2. | Comment: In the Q&A, in the response to the question “Do the Funds have similar investment objectives, policies and risks?” and elsewhere in the Joint Proxy Statement/Prospectus, please explain whether there will be significant portfolio repositioning before or after the Mergers and what the consequences (e.g., taxes, expense) will be to shareholders. |
Response: As discussed in the Q&A and Joint Proxy Statement/Prospectus, it is anticipated that approximately 70% of Georgia Municipal’s investment portfolio and 57% of Ohio Municipal’s investment portfolio would have been sold by the Acquiring Fund following the Mergers, based on holdings as of a recent date. The Registrant has added additional disclosure regarding the consequences of the anticipated turnover.
3. | Comment: In the Q&A, in the response to the question “How will the Mergers impact fees and expenses of the Target Funds?,” information is presented regarding the Funds’ fees and expenses excluding and including the costs of leverage. Please add a statement indicating whether each Fund uses leverage. |
Response: The Registrant believes that the Q&A clearly discloses that the Funds use leverage. The Registrant refers the staff to page iii, which includes disclosure that “each Fund is a diversified closed-end investment management company and currently employs leverage through the issuance of preferred shares.”
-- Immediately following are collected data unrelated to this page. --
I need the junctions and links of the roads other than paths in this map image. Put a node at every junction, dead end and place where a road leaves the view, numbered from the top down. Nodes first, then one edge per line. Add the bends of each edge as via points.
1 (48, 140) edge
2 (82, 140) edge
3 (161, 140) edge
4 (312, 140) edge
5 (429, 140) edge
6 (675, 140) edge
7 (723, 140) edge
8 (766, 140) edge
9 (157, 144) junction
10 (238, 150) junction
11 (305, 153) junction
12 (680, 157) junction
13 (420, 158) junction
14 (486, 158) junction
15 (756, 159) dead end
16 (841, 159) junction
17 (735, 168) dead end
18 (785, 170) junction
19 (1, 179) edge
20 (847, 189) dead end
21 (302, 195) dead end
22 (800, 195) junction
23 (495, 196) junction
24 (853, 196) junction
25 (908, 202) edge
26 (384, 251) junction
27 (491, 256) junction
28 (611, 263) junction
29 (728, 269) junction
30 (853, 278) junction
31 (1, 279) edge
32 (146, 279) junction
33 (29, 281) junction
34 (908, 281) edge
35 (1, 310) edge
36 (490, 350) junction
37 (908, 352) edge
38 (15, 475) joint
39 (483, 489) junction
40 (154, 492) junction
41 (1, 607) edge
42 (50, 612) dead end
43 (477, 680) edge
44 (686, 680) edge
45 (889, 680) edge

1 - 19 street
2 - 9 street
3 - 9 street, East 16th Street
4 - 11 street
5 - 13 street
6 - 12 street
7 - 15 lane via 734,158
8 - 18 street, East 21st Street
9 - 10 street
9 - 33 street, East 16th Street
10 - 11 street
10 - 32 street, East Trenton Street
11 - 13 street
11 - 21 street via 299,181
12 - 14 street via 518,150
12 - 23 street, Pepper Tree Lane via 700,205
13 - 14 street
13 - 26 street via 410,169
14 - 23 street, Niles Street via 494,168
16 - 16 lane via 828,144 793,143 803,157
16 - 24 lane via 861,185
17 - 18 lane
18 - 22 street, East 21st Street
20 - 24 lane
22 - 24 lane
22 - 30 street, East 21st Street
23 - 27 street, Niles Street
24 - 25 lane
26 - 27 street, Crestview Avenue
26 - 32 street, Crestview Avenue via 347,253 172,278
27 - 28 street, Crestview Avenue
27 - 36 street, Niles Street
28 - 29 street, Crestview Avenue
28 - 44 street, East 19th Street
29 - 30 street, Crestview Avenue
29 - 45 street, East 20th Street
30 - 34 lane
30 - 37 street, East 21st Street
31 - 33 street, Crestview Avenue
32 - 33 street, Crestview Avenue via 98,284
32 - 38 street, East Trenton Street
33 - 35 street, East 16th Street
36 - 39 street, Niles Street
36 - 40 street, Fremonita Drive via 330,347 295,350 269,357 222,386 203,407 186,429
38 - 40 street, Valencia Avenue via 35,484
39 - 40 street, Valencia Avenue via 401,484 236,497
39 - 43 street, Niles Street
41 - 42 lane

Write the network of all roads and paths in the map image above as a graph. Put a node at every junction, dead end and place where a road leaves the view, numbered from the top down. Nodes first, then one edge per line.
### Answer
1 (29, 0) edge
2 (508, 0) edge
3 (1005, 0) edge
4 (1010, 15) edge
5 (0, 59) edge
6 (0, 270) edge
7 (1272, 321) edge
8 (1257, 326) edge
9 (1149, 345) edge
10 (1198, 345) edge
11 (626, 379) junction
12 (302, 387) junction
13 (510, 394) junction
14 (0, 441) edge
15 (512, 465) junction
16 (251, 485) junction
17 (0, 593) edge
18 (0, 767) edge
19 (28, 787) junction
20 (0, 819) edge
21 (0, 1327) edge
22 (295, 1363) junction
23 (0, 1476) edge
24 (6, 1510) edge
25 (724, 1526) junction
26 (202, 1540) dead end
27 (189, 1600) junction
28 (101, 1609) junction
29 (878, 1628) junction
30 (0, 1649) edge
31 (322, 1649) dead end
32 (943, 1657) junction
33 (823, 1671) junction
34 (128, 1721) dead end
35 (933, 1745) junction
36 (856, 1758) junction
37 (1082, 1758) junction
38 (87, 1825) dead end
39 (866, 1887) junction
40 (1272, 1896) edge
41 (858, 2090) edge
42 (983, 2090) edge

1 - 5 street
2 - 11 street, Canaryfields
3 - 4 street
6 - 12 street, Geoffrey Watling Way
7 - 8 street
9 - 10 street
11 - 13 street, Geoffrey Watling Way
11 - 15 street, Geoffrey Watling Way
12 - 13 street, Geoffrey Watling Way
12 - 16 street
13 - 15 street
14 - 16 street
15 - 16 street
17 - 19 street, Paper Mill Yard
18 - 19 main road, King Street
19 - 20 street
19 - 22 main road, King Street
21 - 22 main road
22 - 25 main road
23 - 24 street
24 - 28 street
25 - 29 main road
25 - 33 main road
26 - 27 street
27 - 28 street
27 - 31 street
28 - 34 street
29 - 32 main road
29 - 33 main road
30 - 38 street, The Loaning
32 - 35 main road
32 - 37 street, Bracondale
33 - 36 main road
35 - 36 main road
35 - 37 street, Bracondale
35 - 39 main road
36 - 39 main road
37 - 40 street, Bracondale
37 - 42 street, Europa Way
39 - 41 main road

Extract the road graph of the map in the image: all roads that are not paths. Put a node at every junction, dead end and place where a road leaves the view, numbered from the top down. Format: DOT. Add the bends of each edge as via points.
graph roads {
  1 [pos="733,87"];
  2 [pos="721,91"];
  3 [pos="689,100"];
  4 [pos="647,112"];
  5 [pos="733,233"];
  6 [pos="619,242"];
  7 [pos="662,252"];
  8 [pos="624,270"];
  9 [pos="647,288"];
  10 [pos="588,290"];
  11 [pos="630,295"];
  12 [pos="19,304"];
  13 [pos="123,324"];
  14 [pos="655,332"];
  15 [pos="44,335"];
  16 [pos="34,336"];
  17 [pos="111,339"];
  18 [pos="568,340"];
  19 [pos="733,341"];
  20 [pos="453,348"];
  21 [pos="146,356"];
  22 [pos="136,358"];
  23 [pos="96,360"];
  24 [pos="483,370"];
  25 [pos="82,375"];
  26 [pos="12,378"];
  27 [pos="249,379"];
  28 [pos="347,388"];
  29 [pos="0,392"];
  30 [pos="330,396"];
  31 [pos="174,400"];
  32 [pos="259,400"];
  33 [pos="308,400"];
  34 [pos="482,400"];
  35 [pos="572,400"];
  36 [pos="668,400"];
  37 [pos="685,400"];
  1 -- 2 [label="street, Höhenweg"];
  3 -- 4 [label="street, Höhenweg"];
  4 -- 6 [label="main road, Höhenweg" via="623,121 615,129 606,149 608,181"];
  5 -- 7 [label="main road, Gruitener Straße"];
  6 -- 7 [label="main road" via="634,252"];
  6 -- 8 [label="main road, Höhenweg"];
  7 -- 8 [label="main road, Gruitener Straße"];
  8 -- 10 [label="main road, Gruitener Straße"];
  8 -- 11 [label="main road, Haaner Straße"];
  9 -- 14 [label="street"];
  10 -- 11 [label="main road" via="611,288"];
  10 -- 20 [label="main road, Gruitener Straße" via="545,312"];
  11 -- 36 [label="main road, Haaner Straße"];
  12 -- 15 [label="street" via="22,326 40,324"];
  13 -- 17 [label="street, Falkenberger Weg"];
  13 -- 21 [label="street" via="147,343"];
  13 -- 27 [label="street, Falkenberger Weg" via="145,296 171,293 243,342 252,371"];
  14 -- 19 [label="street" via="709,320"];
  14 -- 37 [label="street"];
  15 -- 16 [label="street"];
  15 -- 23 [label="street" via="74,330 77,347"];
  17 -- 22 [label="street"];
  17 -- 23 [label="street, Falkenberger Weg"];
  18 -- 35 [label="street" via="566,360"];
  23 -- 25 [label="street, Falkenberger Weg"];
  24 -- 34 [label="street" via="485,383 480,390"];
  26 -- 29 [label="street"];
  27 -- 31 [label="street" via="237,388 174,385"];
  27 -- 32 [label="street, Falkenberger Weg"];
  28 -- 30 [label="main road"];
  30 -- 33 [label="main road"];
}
4. | Comment: In the Q&A, in the response to the question “Will the Mergers constitute a taxable event for a Target Fund’s shareholders?,” please explain supplementally why Target Fund shareholders will receive cash in lieu of fractional shares of the Acquiring Fund in the Mergers. |
Response: For the information of the staff, Target Fund shareholders who receive Acquiring Fund common shares in the Mergers will receive cash in lieu of fractional Acquiring Fund common shares as this is beneficial both to shareholders, who face difficulties trading fractional shares in the secondary market, and the Acquiring Fund, which saves the administrative burden of servicing fractional shares. For the information of the staff, distributing cash in lieu of fractional shares is a typical practice in merger transactions involving listed companies (both listed closed-end funds and non-investment companies).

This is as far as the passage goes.